The differences in the severity of pharyngeal residue among the various consistencies were found not significant in the present study. Nonetheless, the results here reported suggest that the residue increases with thicker consistencies (Semisolid and Solid) both in the valleculae and in the pyriform sinuses. These results are similar to those reported by Lee et al. [7] and in accordance with the findings of the review by Steele et al. [28]. Two aspects may have contributed to the findings. The first one is related to the food consistency itself, as residue is increased with increasing viscosity also in healthy adults. The second one is that half of the patients exhibited a propulsive deficit, related to poor pharyngeal contraction and tongue-base retraction, that provoke more residues as the effort required for swallowing increases with thicker and harder foods [28].

Study Limitations

This study has several limitations. First of all, the number of enrolled patients is limited.

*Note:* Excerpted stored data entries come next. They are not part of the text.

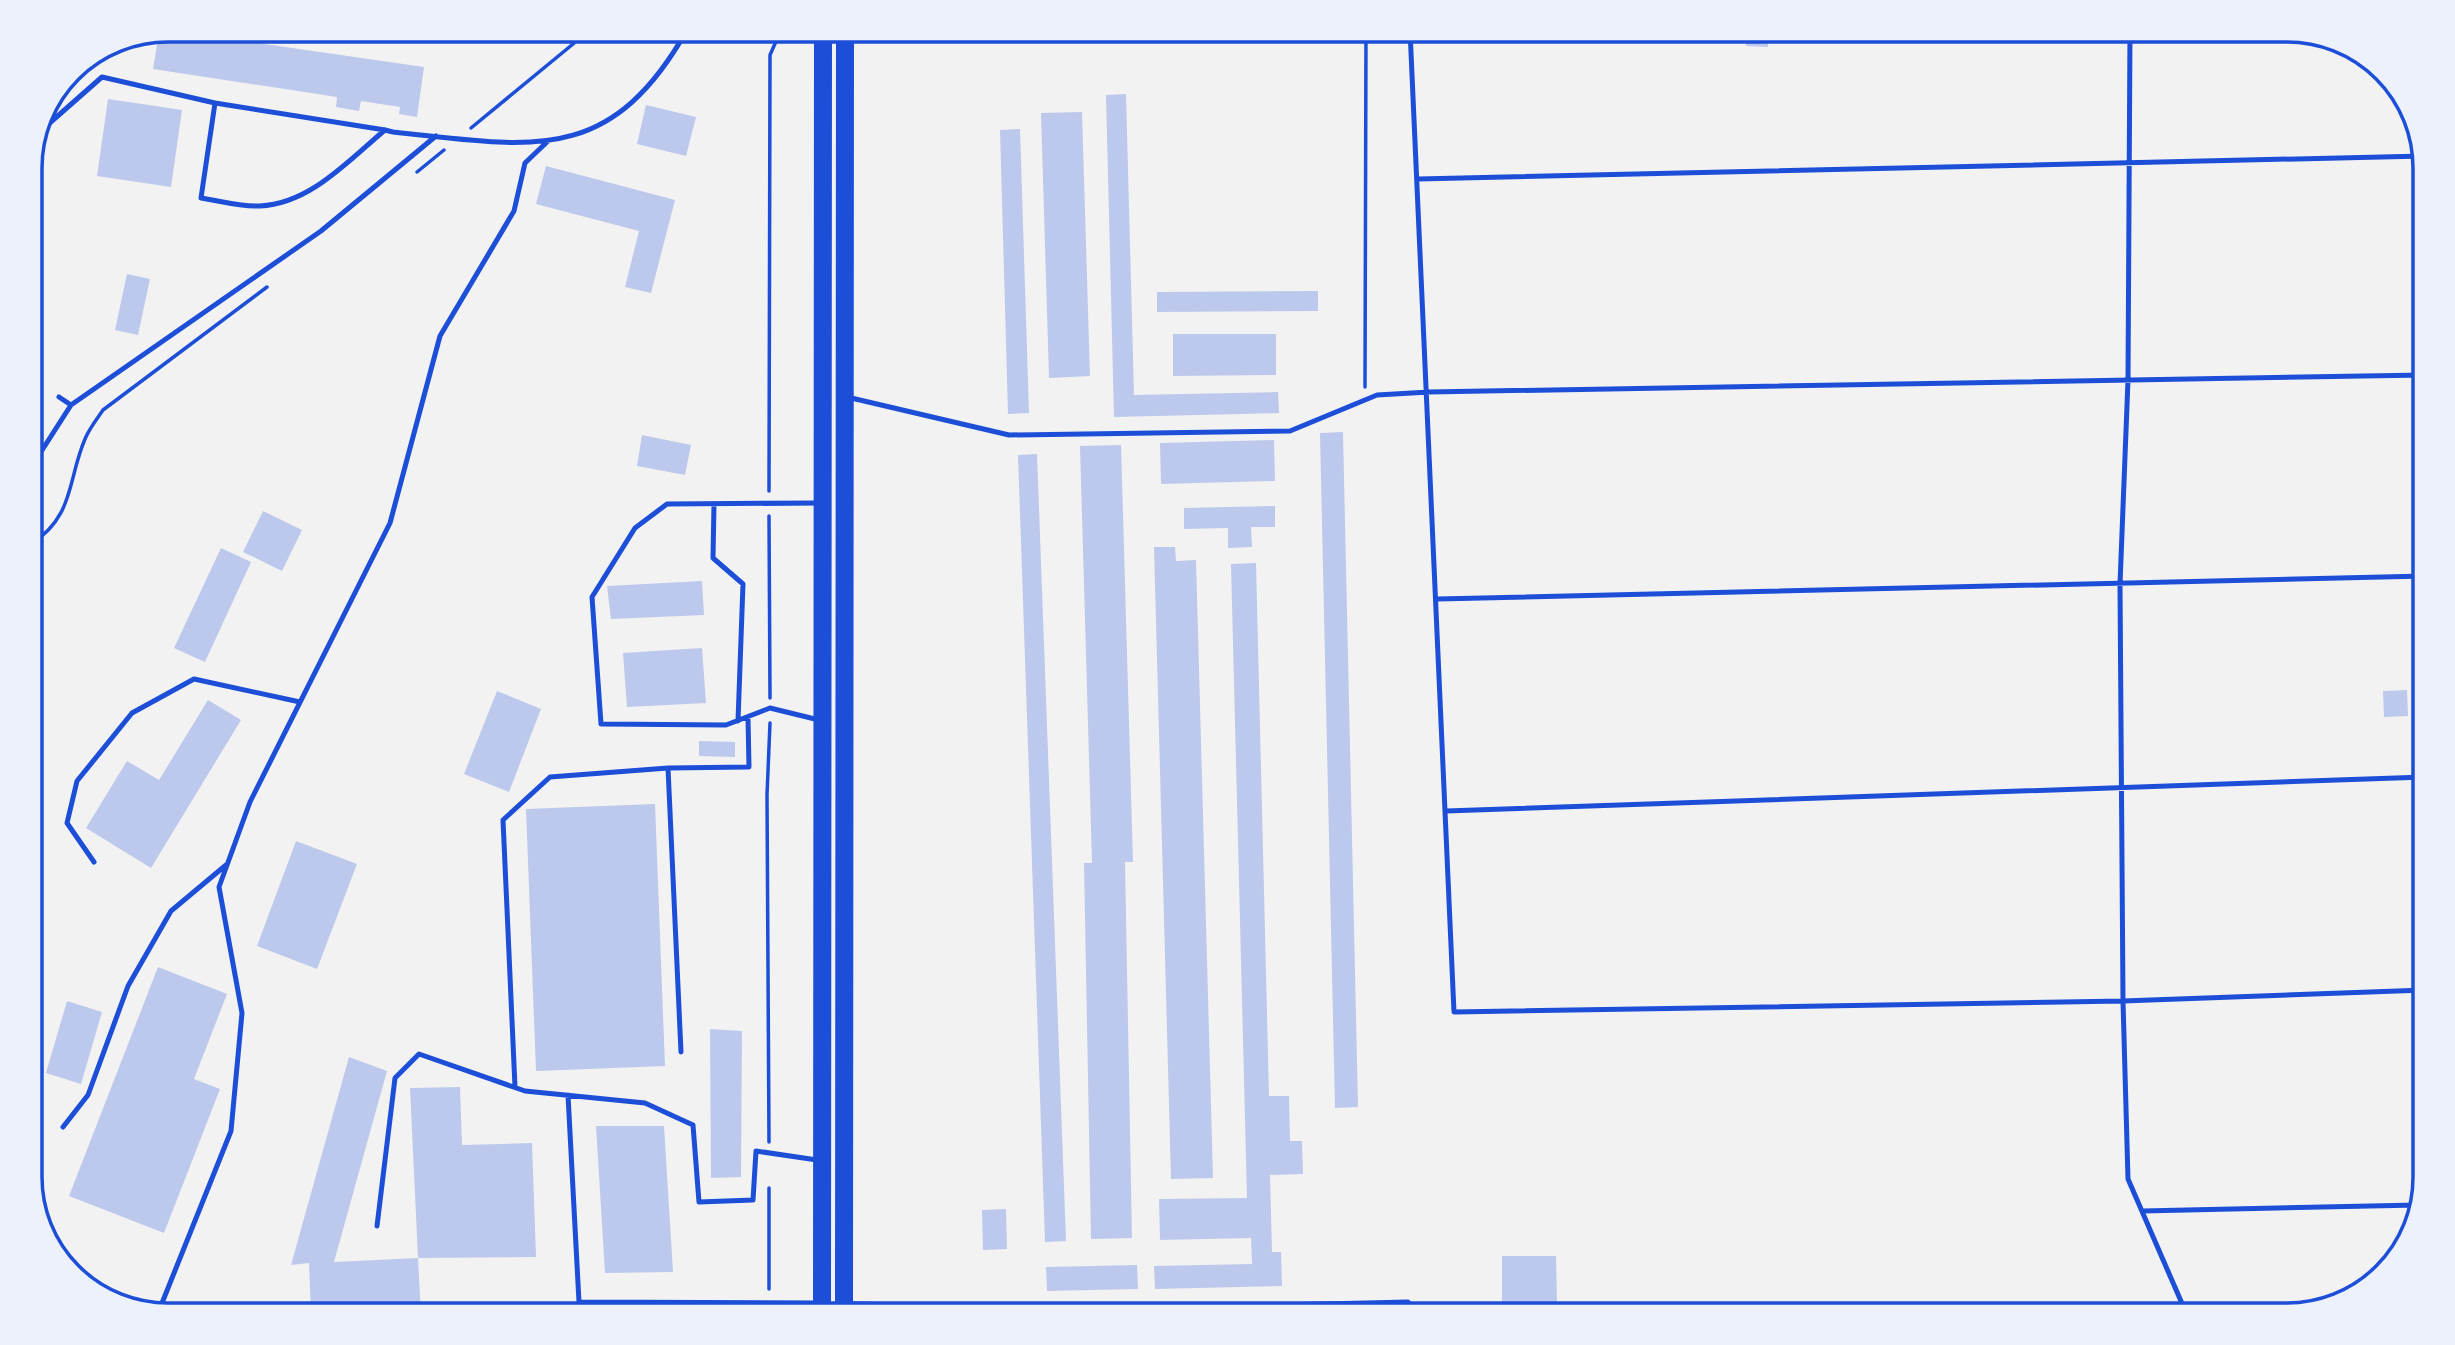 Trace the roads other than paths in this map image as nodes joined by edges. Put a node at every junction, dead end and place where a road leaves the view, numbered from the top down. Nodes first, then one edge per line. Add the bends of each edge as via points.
1 (680, 42) edge
2 (823, 42) edge
3 (845, 42) edge
4 (1411, 42) edge
5 (2130, 42) edge
6 (215, 103) junction
7 (51, 121) edge
8 (385, 130) junction
9 (436, 136) junction
10 (547, 142) junction
11 (2413, 156) edge
12 (2130, 164) junction
13 (1418, 179) junction
14 (2413, 375) edge
15 (2128, 380) junction
16 (1429, 392) junction
17 (59, 397) dead end
18 (847, 397) junction
19 (71, 405) junction
20 (42, 450) edge
21 (821, 503) junction
22 (714, 504) junction
23 (2413, 576) edge
24 (2120, 583) junction
25 (1437, 599) junction
26 (300, 702) junction
27 (748, 717) junction
28 (738, 721) junction
29 (822, 721) junction
30 (668, 768) junction
31 (2413, 777) edge
32 (2122, 788) junction
33 (1446, 811) junction
34 (94, 862) dead end
35 (227, 864) junction
36 (2413, 990) edge
37 (2123, 1001) junction
38 (681, 1052) dead end
39 (515, 1087) junction
40 (568, 1095) junction
41 (63, 1127) dead end
42 (823, 1161) junction
43 (2410, 1205) edge
44 (2142, 1211) junction
45 (377, 1226) dead end
46 (162, 1303) edge
47 (769, 1303) edge
48 (822, 1303) edge
49 (844, 1303) edge
50 (1365, 1303) edge
51 (1408, 1303) edge
52 (2182, 1303) edge

1 - 10 lane via 634,102 595,128
2 - 21 main road
3 - 18 main road
4 - 13 lane
5 - 12 lane
6 - 7 lane via 102,77
6 - 8 lane
6 - 8 lane via 201,198 232,203 261,206 294,199 323,182
8 - 9 lane
9 - 10 lane via 505,144
9 - 19 lane via 321,231
10 - 26 lane via 525,163 514,211 440,336 390,523
11 - 12 lane
12 - 13 lane
12 - 15 lane
13 - 16 lane
14 - 15 lane
15 - 16 lane
15 - 24 lane
16 - 18 lane via 1377,395 1290,430 1009,435
16 - 25 lane
17 - 19 lane
18 - 49 main road
19 - 20 lane
21 - 22 lane
21 - 29 main road
22 - 28 lane via 713,558 743,584
22 - 28 lane via 667,504 635,528 592,597 601,724 726,725
23 - 24 lane
24 - 25 lane
24 - 32 lane
25 - 33 lane
26 - 34 lane via 194,679 132,713 77,781 67,823
26 - 35 lane via 250,802
27 - 28 lane
27 - 29 lane via 770,708
27 - 30 lane via 749,767
29 - 42 main road
30 - 38 lane
30 - 39 lane via 550,777 503,820
31 - 32 lane
32 - 33 lane
32 - 37 lane
33 - 37 lane via 1454,1012
35 - 41 lane via 171,911 128,986 88,1094
35 - 46 lane via 219,887 242,1013 231,1131
36 - 37 lane
37 - 44 lane via 2128,1179
39 - 40 lane
39 - 45 lane via 419,1054 395,1078
40 - 42 lane via 645,1102 693,1125 699,1202 752,1200 756,1150
40 - 47 lane via 579,1302
42 - 48 main road
43 - 44 lane
44 - 52 lane
50 - 51 lane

Consequently, the results here reported should be considered as preliminary and a larger dysphagic population is needed in order to confirm these findings. Second, the cohort of patients is not homogeneous since dysphagia was related to different causes and different pathophysiological mechanisms. Third, the use of FEES instead of VFSS did not allow to perform temporal measures, such as the pharyngeal delay time, but had the advantage to allow patients to eat real food and take typical bolus sizes. In particular, potential pharyngeal swallow delay could not be evaluated using temporal measures. Instead, the following criteria were adopted: (1) the patients were able to keep the bolus in the mouth; (2) when the patients were asked to swallow, the head of the bolus flowed beyond the glossopharyngeal ligaments and a delay of glottis closure or laryngeal elevation or tongue propulsion was visible [23]. Future studies are needed using temporal measures to analyze the impact of different pathophysiological mechanisms on penetration/aspiration and residue. Fourth, randomization of bolus presentation was not performed even if it would have allowed to control for an order effect. By providing the different consistencies with a random order the results would have been more consistent. Fifth, the intra-rater reliability was not evaluated. Data on intra-rater reliability would have further strengthened the reliability of the FEES examination. Finally, the application of a cued swallow protocol does not allow to translate the results here reported to everyday meals consumption. Previous videofluoroscopic studies comparing cued versus non-cued swallows showed that an advanced position of the bolus at swallow onset is observed significantly less frequently in the context of a cued swallow [31, 32]; it is therefore possible that using a non-cued paradigm, data on penetration and aspiration and those on the location of the head of the bolus at the onset of swallowing would show significantly worse scores with the different consistencies; further studies are necessary to analyze the impact of mixed consistencies using a non-cued protocol.

Conclusion

In conclusion, clinicians should be aware that the pattern of food transport and swallowing is different among different consistencies and consequently it might be advisable to include also mixed consistencies in the evaluation of individuals with dysphagia. As far as it is concerned the safety of deglutition, swallowing of a thin mixed consistency, such as biscuits-with-milk does not seem to be more dangerous than swallowing liquids, while the consumption of a thicker mixed consistency, such as vegetable soups, appears safer. When considering the location of the head of the bolus at the swallow onset and the risk of penetration-aspiration, in fact, the deglutition of a thicker mixed consistency appears similar to a semisolid food. The “a priori” exclusion of mixed consistencies from the regular diet of a dysphagic patient might be avoided, rather the texture and the rheology of the mixed food should be decided according to the severity and the pathophysiology of the swallowing disorder.